Il petrolio ritraccia dai massimi, ma sullo sfondo rimangono le tensioni
Il barile di petrolio ha abbandonato temporaneamente la pressione sulla soglia di prezzo dei cento dollari, avvicinata nelle scorse settimane. Il Light crude quotato al Nymex di New York è sceso nella seduta di ieri in direzione di area 94 dollari in attesa del vertice dei capi di Stato dei Paesi membri dell’Opec che si terrà a Riyadh questa settimana.
Secondo le attese del mercato l’incontro potrebbe portare a una discussione sulla possibilità di incrementare le quote produttive del cartello dei Paesi produttori. Una decisione verrà tuttavia presa solamente in occasione del vertice ufficiale dell’Opec che si terrà ad Abu Dhabi il 5 dicembre. A ribadirlo con decisione il presidente dell’Organismo nonché ministro del Petrolio degli Emirati Arabi, Mohammed bin Dhaen al-Hamli, in visita nella capitale pakistana Islamabad per siglare un accordo sulla costruzione di un sito di raffinazione.

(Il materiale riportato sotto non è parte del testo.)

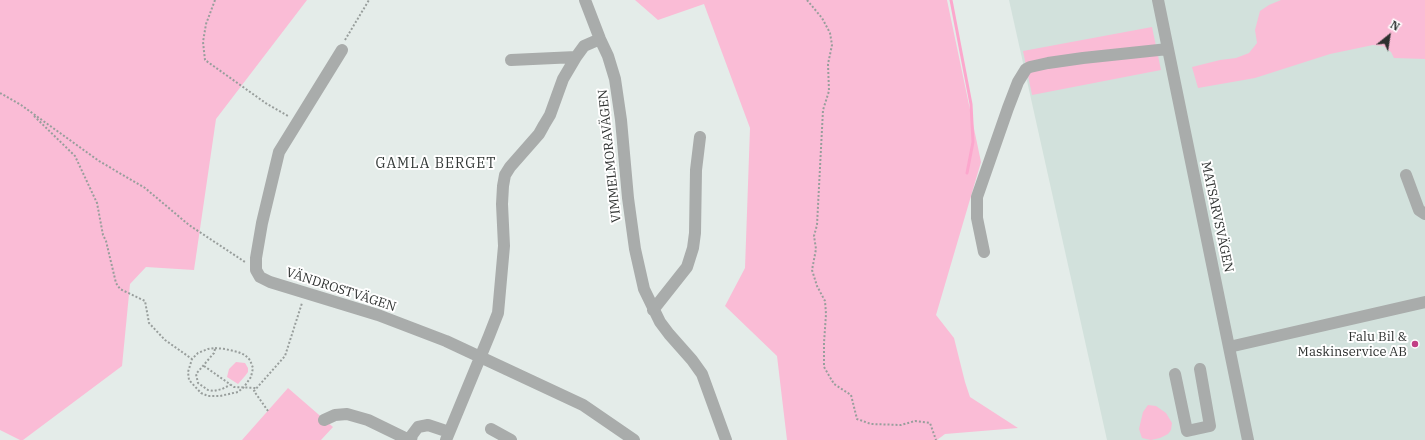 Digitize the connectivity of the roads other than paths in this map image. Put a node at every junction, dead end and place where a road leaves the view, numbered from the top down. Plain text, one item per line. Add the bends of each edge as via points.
1 (586, 0) edge
2 (1158, 0) edge
3 (600, 39) junction
4 (1168, 48) junction
5 (342, 50) road end
6 (576, 57) junction
7 (511, 60) dead end
8 (700, 137) dead end
9 (1406, 175) dead end
10 (1425, 214) edge
11 (984, 252) dead end
12 (1425, 302) edge
13 (653, 310) junction
14 (1229, 346) junction
15 (480, 357) junction
16 (1200, 369) dead end
17 (1175, 374) dead end
18 (324, 420) dead end
19 (491, 429) dead end
20 (447, 436) edge
21 (410, 440) edge
22 (511, 440) edge
23 (634, 440) edge
24 (726, 440) edge
25 (1248, 440) edge

1 - 3 street, VIMMELMORAVÄGEN
2 - 4 street, MATSARVSVÄGEN
3 - 6 street via 584,46
3 - 13 street, VIMMELMORAVÄGEN via 615,78 635,249 644,289
4 - 11 street via 1048,63 1026,69 1008,108 977,197 977,218
4 - 14 street, MATSARVSVÄGEN
5 - 15 street, VÄNDROSTVÄGEN via 279,152 262,223 256,270 260,277 266,280 378,315
6 - 7 street
6 - 15 street via 563,79 544,126 505,175 502,204 504,246 498,313
8 - 13 street via 693,248 687,267
9 - 10 street via 1419,210
12 - 14 street
13 - 24 street, VIMMELMORAVÄGEN via 702,374
14 - 25 street, MATSARVSVÄGEN
15 - 20 street
15 - 23 street, VÄNDROSTVÄGEN via 583,405
16 - 17 street via 1210,426 1187,431
18 - 21 street via 335,415 347,414 368,420
19 - 22 street
20 - 21 street via 428,425 418,427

L’Opec, che detiene una quota pari al 40% dell’output globale di petrolio, sembra tuttavia ancora restio ad accettare la possibilità di un incremento della produzione dopo gli incrementi implementati a partire dal primo novembre. La posizione del cartello è che molta parte del rally messo a segno dal barile a partire dai 69 dollari del mese di agosto sia attribuibile alla speculazione, inseritasi sul mercato per sfruttare l’aumento delle tensioni in Medioriente e i continui allarmi sui rischi di un assottigliamento delle scorte in vista del periodo invernale. Secondo le previsioni dell’International Energy Agency (Iea), la domanda di petrolio dovrebbe crescere a 87,6 milioni di barili al giorno nell’ultimo trimestre dell’anno e l’incremento di 500.000 barili di produzione deciso dall’Opec a settembre non sarebbe sufficiente a garantire da tensioni sugli approvvigionamenti. Una versione contrastata con decisione dal ministro del Petrolio dell’Arabia Saudita, Ali Naimi, secondo il quale l’imperante pessimismo di queste previsioni creerebbe un terreno fertile per la speculazione. In un’intervista rilasciata al Financial Times il ministro ha sottolineato come i progetti di espansione produttiva del proprio Paese porteranno a un incremento delle esportazioni verso il secondo maggiore consumatore globale di oro nero, la Cina, mentre attualmente l’Arabia Saudita sta estraendo 9 milioni di barili al giorno circa contro una capacità complessiva di 11,3 milioni.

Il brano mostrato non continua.